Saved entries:
== Segment start ==
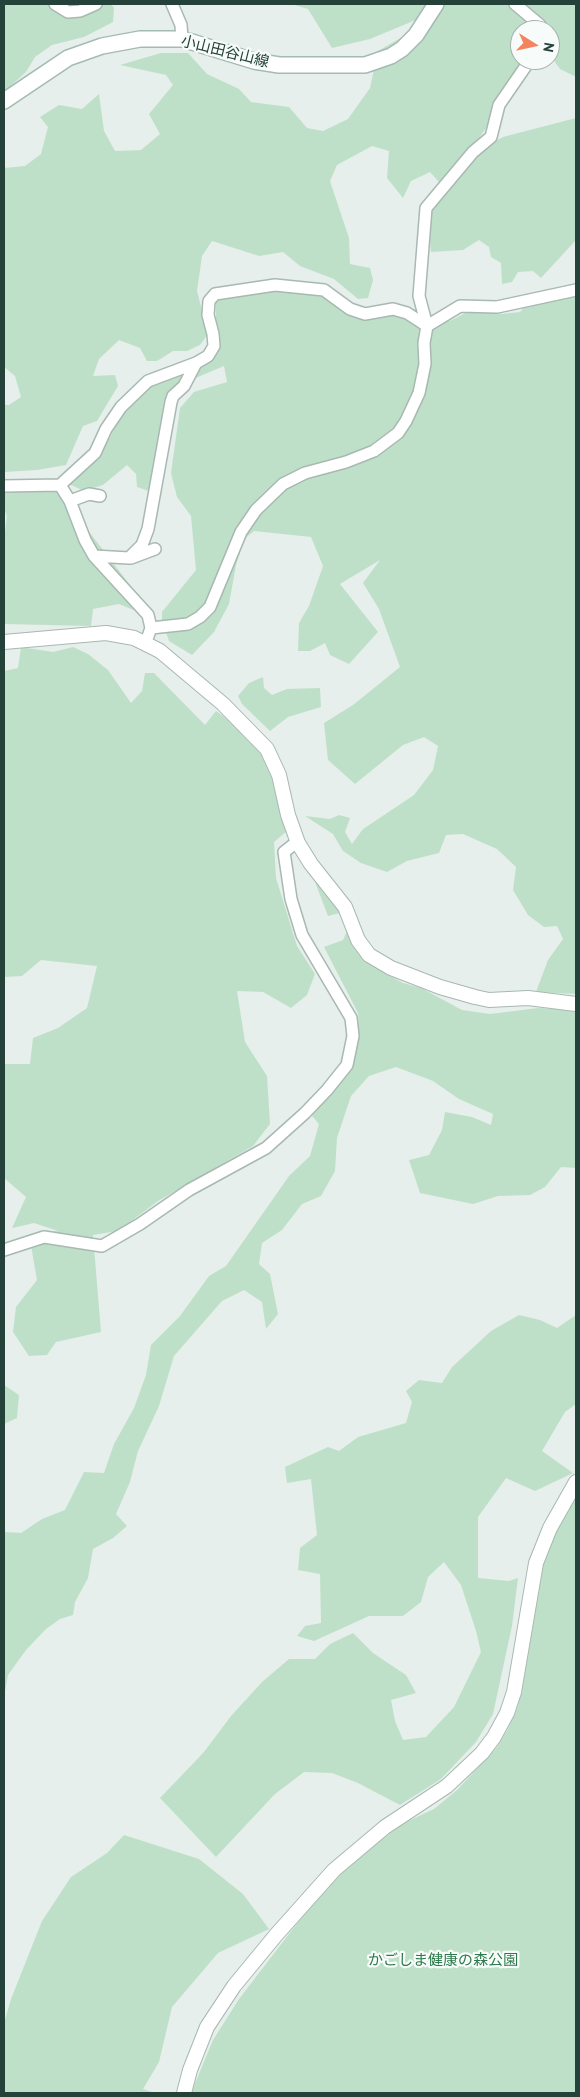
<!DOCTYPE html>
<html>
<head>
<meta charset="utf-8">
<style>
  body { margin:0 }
  #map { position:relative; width:580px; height:2097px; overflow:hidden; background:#e6efeb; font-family:"PT Sans",sans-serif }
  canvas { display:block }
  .frame { position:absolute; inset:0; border:5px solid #24423a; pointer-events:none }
  .north { position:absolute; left:510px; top:20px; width:50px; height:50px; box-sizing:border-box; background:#f7fbf9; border:1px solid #a3b1ad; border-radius:50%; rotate:100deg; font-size:14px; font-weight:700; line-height:20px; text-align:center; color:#24423a }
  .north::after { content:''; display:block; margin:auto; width:18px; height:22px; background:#f4845f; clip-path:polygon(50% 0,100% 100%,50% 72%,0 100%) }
</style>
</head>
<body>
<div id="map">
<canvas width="580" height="2097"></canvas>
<div class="frame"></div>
<div class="north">N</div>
</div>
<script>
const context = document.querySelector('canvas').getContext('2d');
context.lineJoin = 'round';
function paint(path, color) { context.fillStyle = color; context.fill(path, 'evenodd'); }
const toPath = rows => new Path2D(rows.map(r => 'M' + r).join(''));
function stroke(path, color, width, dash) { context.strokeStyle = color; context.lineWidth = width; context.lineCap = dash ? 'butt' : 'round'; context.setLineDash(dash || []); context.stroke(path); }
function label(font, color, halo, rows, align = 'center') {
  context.font = font + ' "PT Sans","Noto Sans JP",sans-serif'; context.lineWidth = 4.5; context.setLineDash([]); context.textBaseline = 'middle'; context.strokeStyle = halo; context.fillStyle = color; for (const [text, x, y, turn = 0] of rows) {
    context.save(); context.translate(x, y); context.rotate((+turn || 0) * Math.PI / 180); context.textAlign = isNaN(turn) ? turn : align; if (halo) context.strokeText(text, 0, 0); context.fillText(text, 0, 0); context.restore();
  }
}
paint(toPath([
  [4,4,111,4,114,8,113,22,84,37,52,45,35,57,26,72,4,92],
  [291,4,427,4,418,19,370,39,332,48,308,9],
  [444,4,576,4,576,77,560,69,550,55,550,30,520,30,520,60,526,60,510,79,489,124,469,152,439,182,430,172,411,181,403,198,387,178,389,151,372,146,337,165,330,181,349,238,350,264,370,268,373,280,368,298,358,299,334,279,300,266,283,252,259,256,212,241,202,256,197,291,208,334,200,345,187,351,173,351,157,361,147,361,140,348,119,340,99,359,93,376,115,375,118,386,97,421,83,426,66,465,37,470,4,472,4,405,9,405,21,397,15,376,4,367,4,168,25,166,41,154,48,127,40,117,59,105,82,109,99,94,104,131,115,151,141,150,160,134,149,114,173,85,166,75,120,65,161,53,188,53,207,74,239,89,251,102,289,107,307,128,323,131,348,119,370,88,378,51,435,18],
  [576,118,576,240,541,278,533,271,518,272,512,282,502,284,501,263,491,257,489,247,479,240,463,250,431,252,428,222,433,198,477,151,503,137],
  [296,282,359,311,408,307,450,321,475,308,501,314,520,312,537,292,576,283,576,994,536,992,548,960,563,939,557,926,544,927,528,915,513,890,516,867,497,849,463,834,446,835,439,853,407,861,387,872,361,863,343,851,333,834,305,816,330,819,339,815,350,818,345,832,352,844,363,829,414,795,433,770,438,746,424,737,403,745,355,784,328,760,324,723,353,705,400,667,379,609,363,583,380,560,340,584,378,632,349,664,330,655,325,643,310,651,298,651,299,623,309,606,323,566,311,537,254,531,244,539,236,565,229,604,214,632,192,655,169,641,162,621,162,612,196,570,191,516,177,497,171,473,180,408,194,392,227,382,224,366,186,382,167,394,158,465,149,491,137,487,136,474,127,465,103,485,84,491,69,484,96,456,111,436,125,401,199,357,216,344,216,291],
  [45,482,69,495,90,533,140,598,136,611,119,604,93,609,91,626,4,624,4,540,7,516,4,508,4,490],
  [21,647,53,652,73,647,88,654,108,670,131,703,142,691,145,673,154,673,205,725,216,711,237,726,260,749,272,768,287,831,274,842,276,878,297,946,315,974,307,995,291,1008,263,992,237,991,245,1042,267,1076,270,1124,253,1146,158,1201,118,1231,93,1235,101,1332,56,1342,47,1355,29,1356,13,1332,16,1307,37,1280,29,1234,58,1231,34,1223,12,1228,26,1197,4,1178,4,1064,30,1064,33,1038,58,1028,87,1008,97,966,41,960,22,976,4,977,4,671,18,668],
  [263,677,264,688,272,695,287,689,320,688,321,707,288,717,270,731,242,704,238,696,249,683],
  [315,882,326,890,361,930,387,974,403,983,421,988,462,1010,490,1014,538,1008,576,1010,576,1168,561,1167,545,1187,530,1195,498,1196,473,1204,420,1193,409,1160,429,1155,442,1130,445,1112,472,1117,491,1125,493,1114,459,1099,433,1081,396,1067,369,1076,351,1096,337,1138,335,1171,321,1196,302,1204,282,1230,262,1243,259,1264,270,1274,278,1314,266,1329,262,1302,244,1290,222,1301,174,1356,159,1406,138,1451,130,1482,116,1514,127,1526,113,1538,93,1549,88,1578,75,1602,73,1615,60,1619,46,1629,26,1650,8,1675,4,1697,4,1532,21,1533,42,1519,65,1510,84,1472,104,1473,114,1444,134,1408,146,1375,151,1345,180,1316,209,1276,226,1266,289,1176,310,1156,319,1124,312,1116,324,1101,359,1033,358,1013,324,947,343,940,347,931,340,913,328,916],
  [519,1315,540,1320,557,1328,576,1315,576,1404,565,1412,542,1451,573,1473,535,1491,506,1478,478,1517,478,1578,509,1581,518,1578,512,1626,493,1714,476,1742,441,1779,400,1805,358,1783,332,1773,304,1772,275,1794,216,1857,160,1798,204,1752,231,1716,262,1682,289,1659,315,1659,330,1644,353,1633,373,1653,406,1675,416,1693,391,1700,395,1721,403,1740,426,1737,454,1707,481,1652,476,1631,461,1585,444,1562,428,1577,421,1602,403,1616,369,1616,314,1641,297,1636,305,1626,321,1623,320,1574,298,1570,300,1548,317,1535,311,1479,287,1483,285,1467,328,1447,339,1451,358,1437,406,1423,412,1402,406,1391,419,1380,442,1383,452,1367,491,1331],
  [4,1385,19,1395,17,1418,4,1424],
  [576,1492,576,2093,191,2093,213,2040,239,1999,315,1900,341,1874,381,1840,404,1823,434,1809,457,1790,497,1747,508,1729,518,1706,527,1658,533,1561],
  [124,1835,199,1859,243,1894,269,1929,218,1953,172,2007,159,2062,143,2089,155,2093,4,2093,4,2023,11,1999,42,1921,71,1877,107,1853]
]), '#bfe0c8');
const minor = toPath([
  [55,4,68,12,80,11,96,4],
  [172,4,181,25,182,39],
  [515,4,540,25,539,30],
  [60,485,95,453,106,429,121,407,148,381,196,363,208,356,214,346,213,334,208,315,209,301,215,294,275,285,324,290,350,309,365,314,393,309,407,313,427,326,419,296,426,208,473,152,491,137,499,105,530,60],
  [4,486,60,485,70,501,85,540,94,556,148,615,151,628,146,642],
  [70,501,89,494,100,496],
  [94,556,129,558,142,545,148,529,171,402,173,396,184,386,196,363],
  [131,558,155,549],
  [151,628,188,624,200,617,210,607,241,532,256,510,283,484,305,473,346,462,374,451,398,433,406,421,419,393,425,364,424,343,427,326,460,306,497,307,576,290],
  [4,1250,44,1237,102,1246,140,1224,189,1190,266,1148,305,1113,327,1090,347,1065,353,1036,351,1018,302,935,291,899,284,852,298,841]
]);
const tertiary = toPath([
  [4,642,106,633,134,638,160,651,223,704,267,749,279,775,288,815,298,843,311,864,345,907,358,940,369,955,391,968,440,987,475,997,489,1000,528,998,576,1004],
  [184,2093,190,2070,207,2027,234,1986,276,1935,334,1870,385,1827,447,1786,482,1753,494,1737,507,1713,514,1692,536,1563,550,1528,576,1482]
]);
const secondary = toPath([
  [4,101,68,58,102,46,140,39,182,39,254,61,279,65,365,65,391,56,402,49,416,35,436,4]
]);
stroke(minor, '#a8b8b2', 14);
stroke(tertiary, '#a8b8b2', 16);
stroke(secondary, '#a4bbb3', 18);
stroke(minor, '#fff', 11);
stroke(tertiary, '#fff', 14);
stroke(secondary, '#fff', 15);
label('15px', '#24423a', '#f7fbf9', [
  ["小山田谷山線",225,52,14]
]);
label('15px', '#2d7a4b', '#f7fbf9', [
  ["かごしま健康の森公園",443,1961]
]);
</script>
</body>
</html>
== Segment end ==
### Aim of the task:
Which lines above carry the string "fillStyle"? Copy those lines.

### Response to this task:
function paint(path, color) { context.fillStyle = color; context.fill(path, 'evenodd'); }
  context.font = font + ' "PT Sans","Noto Sans JP",sans-serif'; context.lineWidth = 4.5; context.setLineDash([]); context.textBaseline = 'middle'; context.strokeStyle = halo; context.fillStyle = color; for (const [text, x, y, turn = 0] of rows) {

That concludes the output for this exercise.